Here "old data" means the data written by "buf[i] = 1;" before
MADV_FREE in that test code.

>
> Best Regards,
> Huang, Ying
Huang, Ying Jan. 5, 2022, 1:42 a.m. UTC | #11
Yang Shi <shy828301@gmail.com> writes:

> On Tue, Jan 4, 2022 at 4:32 PM Huang, Ying <ying.huang@intel.com> wrote:
>>
>> Yang Shi <shy828301@gmail.com> writes:
>>
>> > On Fri, Dec 10, 2021 at 6:22 PM Mauricio Faria de Oliveira
>> > <mfo@canonical.com> wrote:
>> >>
>> >> Problem:
>> >> =======
>> >>
>> >> Userspace might read the zero-page instead of actual data from a
>> >> direct IO read on a block device if the buffers have been called
>> >> madvise(MADV_FREE) on earlier (this is discussed below) due to a
>> >> race between page reclaim on MADV_FREE and blkdev direct IO read.
>> >>
>> >> Race condition:
>> >> ==============
>> >>
>> >> During page reclaim, the MADV_FREE page check in try_to_unmap_one()

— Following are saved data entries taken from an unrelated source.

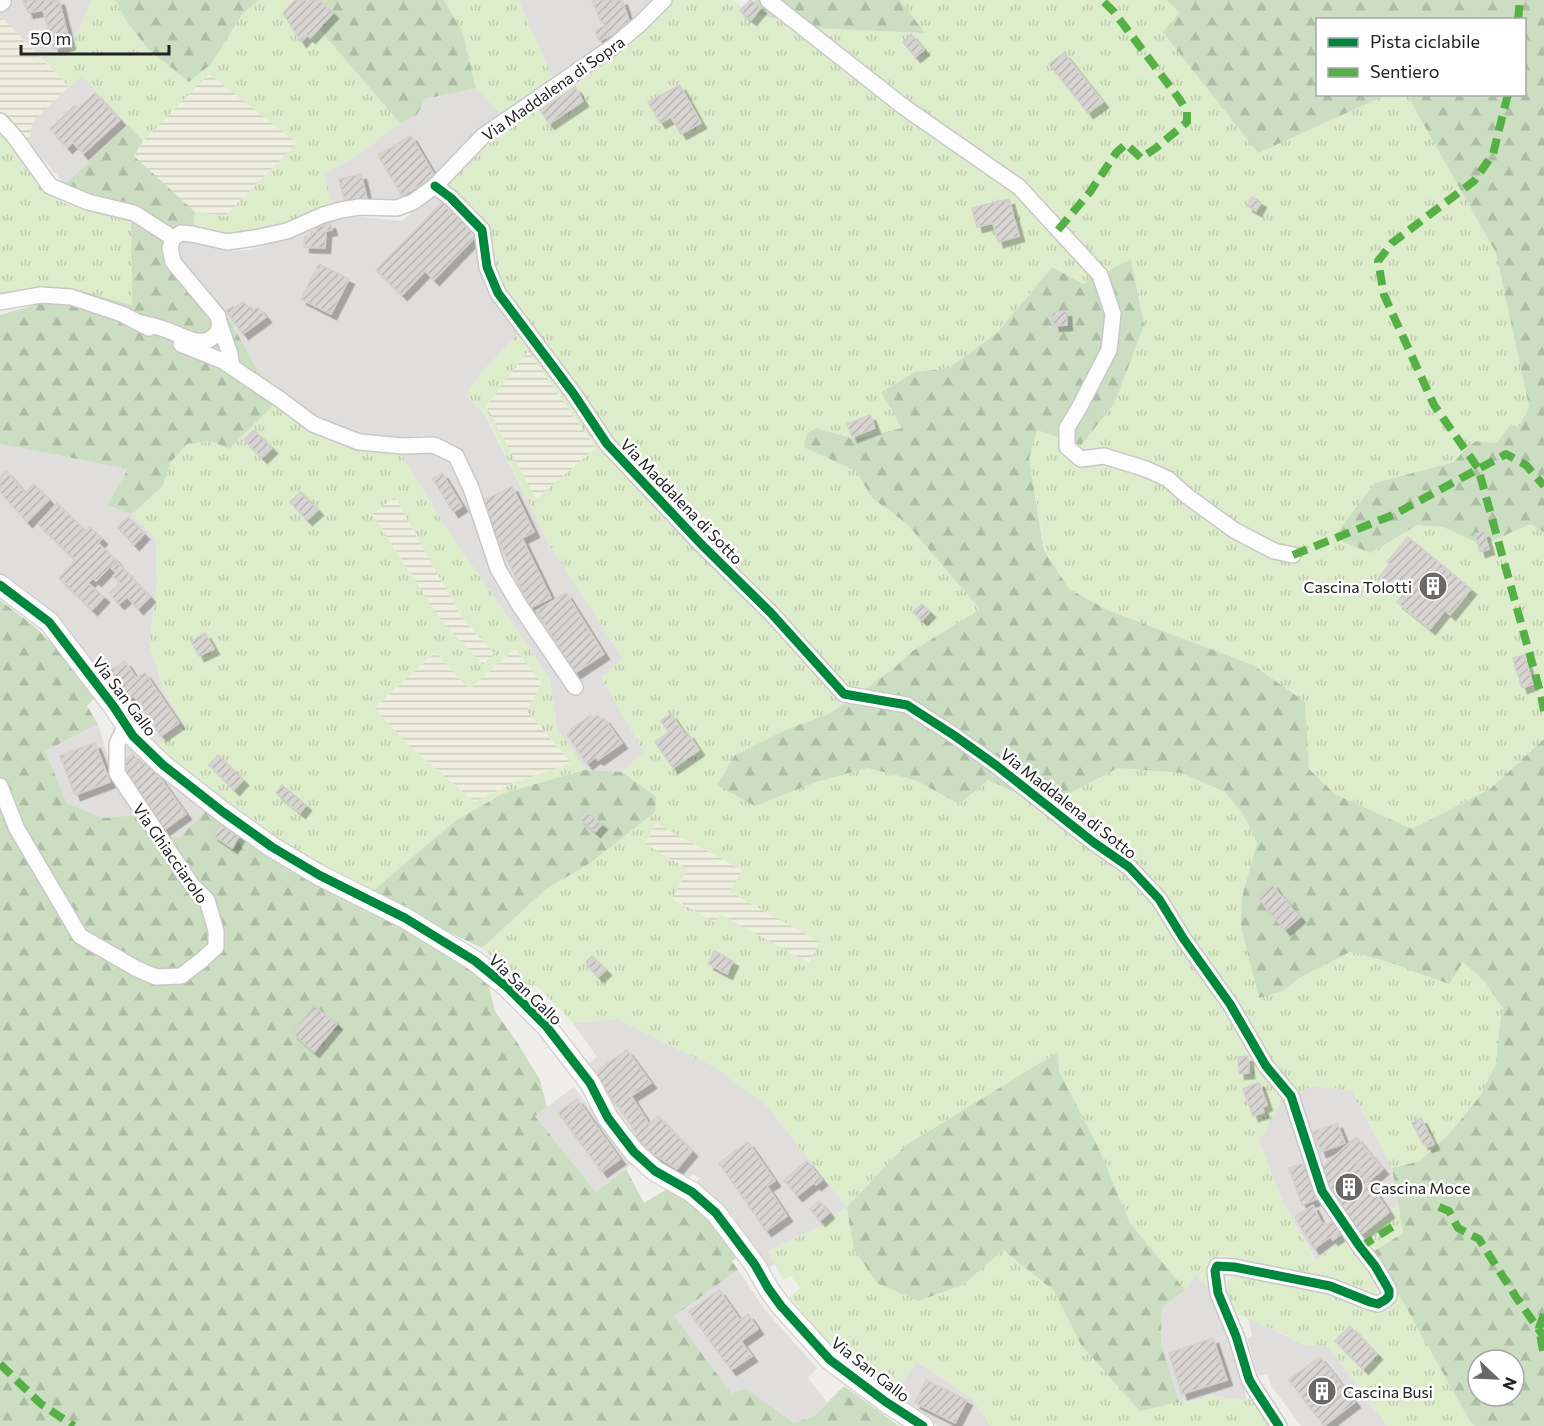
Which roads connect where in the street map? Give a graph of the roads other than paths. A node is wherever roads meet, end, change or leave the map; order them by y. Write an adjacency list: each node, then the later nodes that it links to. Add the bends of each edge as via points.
1 (664, 0): 4 (street, Via Maddalena di Sopra, via 605,54 483,136)
2 (768, 0): 10 (street, via 904,107 1019,187 1100,275 1113,314 1109,350 1067,428 1067,447 1081,459 1104,456 1168,479 1234,530 1274,551)
3 (0, 121): 5 (street, via 50,186 88,202 134,213)
4 (435, 186): 5 (street, Via Maddalena di Sopra, via 397,208 341,210 287,231 255,238 227,242 181,233); 16 (street, Via Maddalena di Sotto, via 482,230 487,267 498,293 607,444 844,694 906,705 956,736 1129,867 1159,899 1230,1004 1266,1066 1291,1096 1322,1191 1389,1290 1389,1296 1378,1304 1330,1286 1217,1266 1218,1293 1249,1379)
5 (173, 238): 8 (street, via 173,262 218,316)
6 (0, 302): 7 (street, via 41,295 71,297)
7 (141, 323): 8 (street, via 207,342); 9 (street, via 163,337)
8 (220, 325): 9 (street)
9 (232, 367): 12 (street, via 313,424 340,435 359,442 403,447 434,445 456,456 498,569)
10 (1293, 555)
11 (0, 585): 13 (street, Via San Gallo, via 49,622)
12 (575, 687)
13 (126, 725): 14 (street, Via Ghiacciarolo, via 117,744 117,773 191,884 207,900 216,931 216,947 181,976 156,977 80,936 17,829); 15 (street, Via San Gallo, via 163,765 272,847 405,918 475,961 507,987 546,1026 590,1083 608,1118 634,1152 716,1213 781,1306 830,1360)
14 (0, 786)
15 (923, 1426)
16 (1279, 1426)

>> >> checks if the page is not dirty, then discards its PTE (vs remap it
>> >> back if the page is dirty).
>> >>
>> >> However, after try_to_unmap_one() returns to shrink_page_list(), it
>> >> might keep the page _anyway_ if page_ref_freeze() fails (it expects
>> >> a single page ref from the isolation).
>> >>
>> >> Well, blkdev_direct_IO() gets references for all pages, and on READ
>> >> operations it sets them dirty later.
>> >>
>> >> So, if MADV_FREE pages (i.e., not dirty) are used as buffers (more
>> >> later) for direct IO read from block devices and page reclaim runs
>> >> during __blkdev_direct_IO[_simple]() AFTER bio_iov_iter_get_pages()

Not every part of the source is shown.